La storia narrata alle vittime fa riferimento a indagini condotte dalla Rete ECC-Net in collaborazione con l’Autorità di vigilanza finanziaria e la Banca Centrale Europea (BCE) che hanno permesso di scoprire la frode.

«Niente di tutto ciò è vero! Prendiamo fermamente le distanze da queste attività fraudolente  – afferma Maria Pisanò, Direttrice del Centro Europeo Consumatori Italia – Il Centro Europeo Consumatori Italia così come tutti i centri appartenenti alla Rete ECC-Net non contattano mai i consumatori per richiedere pagamenti o dati personali, né offrono servizi a pagamento per il recupero di fondi persi a seguito di truffe».

 

Come riconoscere la truffa?

La corrispondenza è firmata da un presunto “Ispettore capo del Centro Europeo per i Diritti dei Consumatori (ECC-Net)”, una posizione inesistente all’interno della Rete ECC-Net. Il nome corretto è “Centro Europeo Consumatori”, non “Centro Europeo per i Diritti dei Consumatori”. Inoltre, il logo utilizzato nella firma non è associato alla Rete ECC-Net e l’indirizzo email riporta un nome diverso rispetto a quello presente nel contenuto dell’email, mentre il dominio non ha alcun legame con la Rete ECC-Net.

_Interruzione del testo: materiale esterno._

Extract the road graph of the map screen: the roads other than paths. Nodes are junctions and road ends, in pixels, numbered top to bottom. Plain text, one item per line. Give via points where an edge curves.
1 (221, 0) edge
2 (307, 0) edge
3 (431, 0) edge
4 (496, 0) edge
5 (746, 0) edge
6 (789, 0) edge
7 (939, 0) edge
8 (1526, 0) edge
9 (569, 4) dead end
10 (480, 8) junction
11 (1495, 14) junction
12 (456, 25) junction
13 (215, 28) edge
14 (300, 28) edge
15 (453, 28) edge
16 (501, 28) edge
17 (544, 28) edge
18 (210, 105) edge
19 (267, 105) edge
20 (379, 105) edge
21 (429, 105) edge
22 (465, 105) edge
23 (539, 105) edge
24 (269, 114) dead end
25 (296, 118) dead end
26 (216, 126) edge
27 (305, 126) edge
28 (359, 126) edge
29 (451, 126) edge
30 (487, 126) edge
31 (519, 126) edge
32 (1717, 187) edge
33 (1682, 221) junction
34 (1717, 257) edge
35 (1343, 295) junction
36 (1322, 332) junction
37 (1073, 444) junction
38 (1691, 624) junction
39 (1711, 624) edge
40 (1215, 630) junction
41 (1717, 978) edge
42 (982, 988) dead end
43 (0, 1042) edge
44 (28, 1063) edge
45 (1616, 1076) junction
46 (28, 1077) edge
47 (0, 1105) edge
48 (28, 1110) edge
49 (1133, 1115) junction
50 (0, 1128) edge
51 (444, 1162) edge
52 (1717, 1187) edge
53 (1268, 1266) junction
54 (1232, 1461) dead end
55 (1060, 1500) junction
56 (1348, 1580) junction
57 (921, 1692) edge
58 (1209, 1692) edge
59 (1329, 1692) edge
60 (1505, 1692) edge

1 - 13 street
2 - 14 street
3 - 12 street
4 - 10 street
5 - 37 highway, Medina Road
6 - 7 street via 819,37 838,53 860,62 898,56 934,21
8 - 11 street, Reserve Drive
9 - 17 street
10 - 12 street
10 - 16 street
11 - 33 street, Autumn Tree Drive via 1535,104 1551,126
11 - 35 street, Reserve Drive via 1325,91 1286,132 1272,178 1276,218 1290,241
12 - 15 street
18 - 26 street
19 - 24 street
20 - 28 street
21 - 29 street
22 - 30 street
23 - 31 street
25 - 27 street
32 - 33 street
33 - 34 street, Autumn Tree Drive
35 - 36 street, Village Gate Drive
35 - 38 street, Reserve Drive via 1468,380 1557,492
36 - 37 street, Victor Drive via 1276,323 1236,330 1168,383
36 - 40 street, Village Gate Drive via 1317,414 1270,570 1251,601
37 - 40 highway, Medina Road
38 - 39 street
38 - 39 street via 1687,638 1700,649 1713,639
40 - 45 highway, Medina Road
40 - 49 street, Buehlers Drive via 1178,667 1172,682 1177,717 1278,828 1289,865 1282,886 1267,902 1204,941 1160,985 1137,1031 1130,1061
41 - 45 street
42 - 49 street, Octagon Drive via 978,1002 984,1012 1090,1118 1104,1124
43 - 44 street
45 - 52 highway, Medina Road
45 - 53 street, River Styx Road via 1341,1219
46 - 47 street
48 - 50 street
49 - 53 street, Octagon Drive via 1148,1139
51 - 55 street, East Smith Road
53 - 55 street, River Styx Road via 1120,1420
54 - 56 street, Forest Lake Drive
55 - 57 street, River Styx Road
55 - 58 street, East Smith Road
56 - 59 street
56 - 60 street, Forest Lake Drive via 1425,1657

A chi ha ricevuto un messaggio sospetto, il Centro Europeo Consumatori Italia consiglia di seguire queste azioni:

  • Verificare l’identità: in caso di dubbio, contattate direttamente il Centro Europeo Consumatori Italia.
  • Proteggere i dati personali: non divulgate alcun dato personale. I truffatori cercano spesso di ottenere informazioni sensibili, come dati bancari o copie di documenti d’identità, con metodi ingannevoli.
  • Non pagare mai anticipi: il Centro Europeo Consumatori Italia non richiede alcun pagamento per i propri servizi di consulenza che sono sempre gratuiti.
  • Segnalare la tentata truffa: presentate una denuncia personalmente presso gli uffici della polizia postale o, se disponibili, attraverso i sistemi di segnalazione online. Inoltre, informate anche il Centro Europeo Consumatori se avete ricevuto una di queste email fraudolente.

«Chiunque venga contattato da questi truffatori deve interrompere immediatamente ogni comunicazione», raccomanda Stefano Albertini, Coordinatore dell’Ufficio di Bolzano.